Genau: Es muss ein Erdbeben gegeben haben, und ich liege hier unter Tonnen von Trümmern begraben. Die hektischen Atemzüge neben mir gehören zu einem anderen Lebewesen, das hier ebenfalls in der Falle sitzt, weil die Erde sich plötzlich aufgetan hat. Abgesehen davon ist alles ruhig. Ist es immer so still nach einem Erdbeben? Handelt es sich um eben jene Stille, die auf das tumultartige Durcheinander einer Katastrophe folgt?

Wahrscheinlich. Auch nach einem Unwetter herrscht eine solche Ruhe.

Erstaunlich ist allerdings, dass ich mich abgesehen von diesem Gewicht auf meinen Rippen, abgesehen von dieser rätselhaften, allumfassenden Dunkelheit gut fühle. Vollkommen fit! Auf jeden Fall geht es mir viel besser als zum Zeitpunkt meiner Ankunft hier, als diese grausame Migräne meinen Schädel zusammenpresste wie ein Schraubstock. Jetzt wird nicht mehr mein Kopf eingezwängt, sondern meine Brust. Das ist zwar beängstigend, aber erträglicher. Ich versuche zu rufen, aber ich habe das deutliche Gefühl, dass kein Laut über meine Lippen kommt. Meine Gedanken hallen nur in meinem Innern wider. Auch das Wesen neben mir ist stumm.

Die Zeit vergeht. Vollkommen blödsinnig versuche ich unwillkürlich, im gleichen Rhythmus zu atmen wie der andere, genauso schnell und mechanisch wie ein hechelnder Hund. Auf diese Weise beschäftige ich mich. Ich werde müde dabei. Ich fühle mich immer noch eingeengt, aber ich strenge mich nicht mehr an, um zu atmen.

Alles ist egal. Ich ergebe mich einfach. Ich falle in einen Dämmerschlaf …

Stimmen wecken mich wieder. Es sind ruhige Stimmen, auch Schritte sind zu hören. Frauen und Männer. Kurze, zweckmäßige Wortwechsel. Sie sprechen von Zimmern, von Patienten.

»Hast du die 320 schon versorgt?«

Ich lächele innerlich. Uff! Alles wird gut! Ich bin immer noch im Krankenhaus, und es hat kein Erdbeben gegeben … Das Gebäude ist nicht eingestürzt. Und ich bin wahrscheinlich nicht in einem Wandschrank eingeschlossen, sondern liege in einem Zimmer wie eine ganz normale Patientin. Aber warum muss ich immer noch hier im Krankenhaus bleiben?

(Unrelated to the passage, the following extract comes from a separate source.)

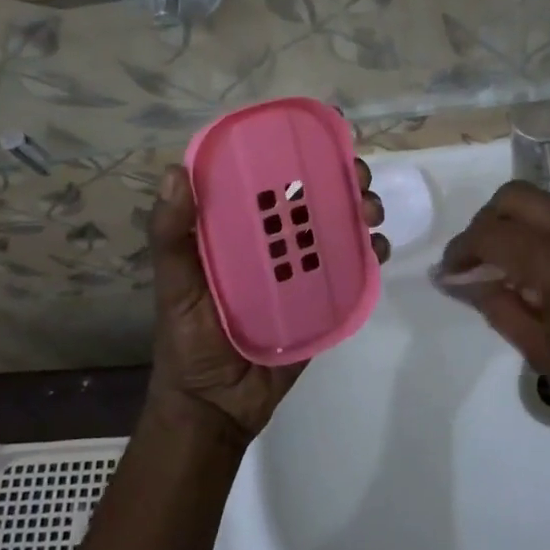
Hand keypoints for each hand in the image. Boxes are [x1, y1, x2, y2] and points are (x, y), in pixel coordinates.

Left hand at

Sie bringen vermutlich erst einmal ihren gewöhnlichen Rundgang zu Ende, dann kommen sie zu mir und öffnen meine Augen. Diese sind nämlich geschlossen, das ist auch beinahe schon alles, was ich zu beanstanden habe – allerdings kann ich meinen Mund aus unerfindlichen Gründen ebenfalls nicht öffnen.

Und wenn es nun doch etwas Ernstes ist? Aber warum denn? Ich habe schließlich keinen Unfall gehabt, sondern nur Kopfschmerzen. Ich bin nur für kurze Zeit hier. Deshalb liege ich auch mit diesem Kranken im Zimmer, der immerzu schläft und mit der beeindruckenden Regelmäßigkeit eines Tieres atmet. Ich bin zwar noch nicht ganz bei Bewusstsein, aber sobald ich richtig aufgewacht bin, werde ich nach Hause gehen können.

Wer weiß, vielleicht werde ich heute Abend sogar noch tanzen gehen!

Träume ich etwa? Möglich ist es.

Kann man sich in einem Traum fragen, ob man träumt? Ja, es sieht ganz so aus. Aber ein Traum dauert niemals so lange an.

Worauf warten sie, um meine Augen zu öffnen und meinen Kiefer zu entsperren? Worauf warten sie, um endlich nach mir zu sehen? Warum gehen sie ständig an mir vorbei? Worauf warten sie, um mich zu befreien? Und mir alles zu erklären?

Die Männer und Frauen sind wieder fortgegangen.

Ich denke nach, um mich zu beschäftigen. Ich erinnere mich ganz genau an alles, was geschah, bevor ich in dieser abgrundtiefen Nacht aufgewacht bin. Ich habe nichts vergessen.

Die Geschehnisse der vergangenen Stunden ziehen mit der Präzision eines Filmes auf einer Großbildleinwand an mir vorüber. Einerseits bin ich glücklich, mich so gut daran erinnern zu können. Und andererseits fürchte ich mich bereits jetzt auf diffuse Weise vor dem, was nun mit mir geschehen wird.

2

Kribbeln in den Fingerspitzen

Montag, 13. Juli 2009. Es ist Sommer, morgen ist Nationalfeiertag. Alle, oder zumindest fast alle, haben frei: Wer schon im Juli Sommerferien hat, tummelt sich an den Stränden, wer erst im August wegfährt, nimmt einen Brückentag. Aber ich stehe heute Morgen um vier Uhr auf! Ich arbeite in der Morgenschicht: von 6 Uhr bis 13.30 Uhr.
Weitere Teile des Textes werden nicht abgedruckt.